Here in New Hampshire, site of the first presidential primary, moments like these are no more remarkable than the bracing sound of the lifeguard’s whistle at Beaver Lake a mile from the veterans’ hall or the brilliant colors of autumn at the farm, only two miles away, where Robert Frost moved with his 300 chickens 115 years ago. Sen. Paul Simon had one of these moments in 1988, Sen. Bob Kerrey had one in 1992 and former House Speaker Newt Gingrich had one in 2012. None of them became president, or even finished above third in New Hampshire.
But now the Ohio governor, suddenly in double digits here and running third in the 17-candidate pack — only a point behind former Gov. Jeb Bush of Florida in the Boston Herald/Franklin Pierce University Poll released only days ago — is having his, and his campaign staff knows that the goal for the next few weeks must be to transform an ephemeral moment into a formidable movement.
The raw materials of that effort filled the chairs in the hall, just off Broadway with its yarn shop, its music store and its breakfast-forever diners. In baseball caps and T-shirts, holding fat handbags and slender handbills, they filed in and signed on, the freshly minted crusaders-for-Kasich. One man, an elected official from a neighboring town, was in shorts that showed off the state’s “Live Free Or Die” motto stitched into his black socks. He’s leaning toward Mr. Kasich, too.

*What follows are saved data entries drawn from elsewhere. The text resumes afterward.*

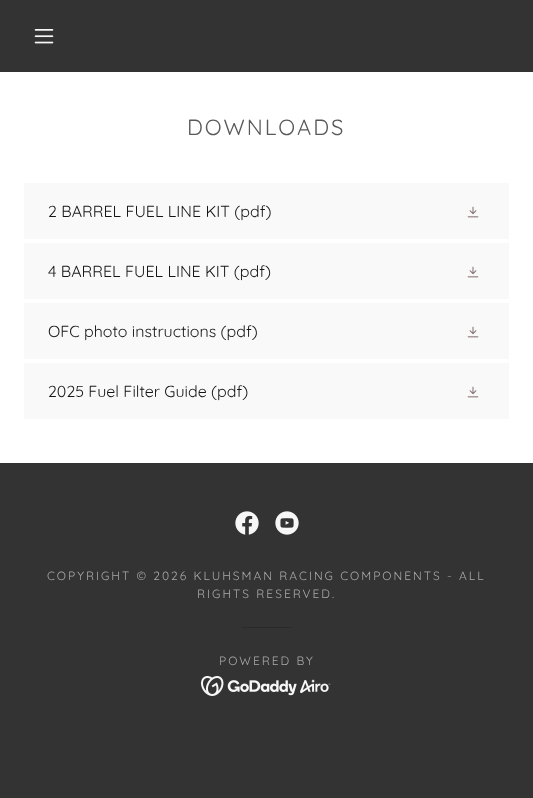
(async () => {
    const canvas = document.querySelector("canvas");
    canvas.width = 533;
    canvas.height = 798;
    const context = canvas.getContext("2d");
    context.miterLimit = 4;
    context.fontKerning = "normal";
    function write(s, x, y, font, color) {
        context.font = font;
        context.fillStyle = color;
        context.fillText(s, x, y);
    }
    function block(x, y, w, h, color) {
        context.fillStyle = color;
        context.fillRect(x, y, w, h);
    }
    async function photo(src, x, y, w, h) {
        const img = new Image();
        img.src = src;
        await img.decode();
        context.drawImage(img, x, y, w, h);
    }

    block(0, 0, 533, 798, "rgb(51, 51, 51)");
    await photo("media/1.png", 34, 29, 20, 15);
    block(0, 72, 533, 391, "rgb(255, 255, 255)");
    context.letterSpacing = "2px";
    write("DOWNLOADS", 187, 135, "22px Quicksand", "rgb(89, 89, 89)");
    block(24, 183, 485, 56, "rgb(249, 249, 249)");
    context.letterSpacing = "0px";
    write("2 BARREL FUEL LINE KIT (pdf)", 48, 217, "16px Quicksand", "rgb(21, 21, 21)");
    await photo("media/2.png", 467, 206, 12, 12);
    block(24, 243, 485, 56, "rgb(249, 249, 249)");
    write("4 BARREL FUEL LINE KIT (pdf)", 48, 277, "16px Quicksand", "rgb(21, 21, 21)");
    await photo("media/2.png", 467, 266, 12, 12);
    block(24, 303, 485, 56, "rgb(249, 249, 249)");
    write("OFC photo instructions (pdf)", 48, 337, "16px Quicksand", "rgb(21, 21, 21)");
    await photo("media/2.png", 467, 326, 12, 12);
    block(24, 363, 485, 56, "rgb(249, 249, 249)");
    write("2025 Fuel Filter Guide (pdf)", 48, 397, "16px Quicksand", "rgb(21, 21, 21)");
    await photo("media/2.png", 467, 386, 12, 12);
    await photo("media/3.png", 235, 511, 24, 24);
    await photo("media/4.png", 275, 511, 24, 24);
    context.letterSpacing = "2px";
    write("COPYRIGHT © 2026 KLUHSMAN RACING COMPONENTS - ALL", 47, 580, "12px Quicksand", "rgb(169, 169, 169)");
    write("RIGHTS RESERVED.", 197, 598, "12px Quicksand", "rgb(169, 169, 169)");
    block(242, 627, 50, 1, "rgb(42, 42, 42)");
    write("POWERED BY", 219, 665, "12px Quicksand", "rgb(169, 169, 169)");
    await photo("media/5.png", 201, 676, 130, 20);
})();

To this crowd, Mr. Kasich delivered his unscripted, deeply personal performance, touching, as he did in his congressional and gubernatorial campaigns in Ohio, on his childhood in McKees Rocks and on the lessons he learned from the hard work of his father, who he said “carried mail on his back.” He married these biographical bursts with calls for deficit-reduction progress, entitlement fairness and foreign-policy toughness — a political cocktail swirled with a swizzle-stick of political independence.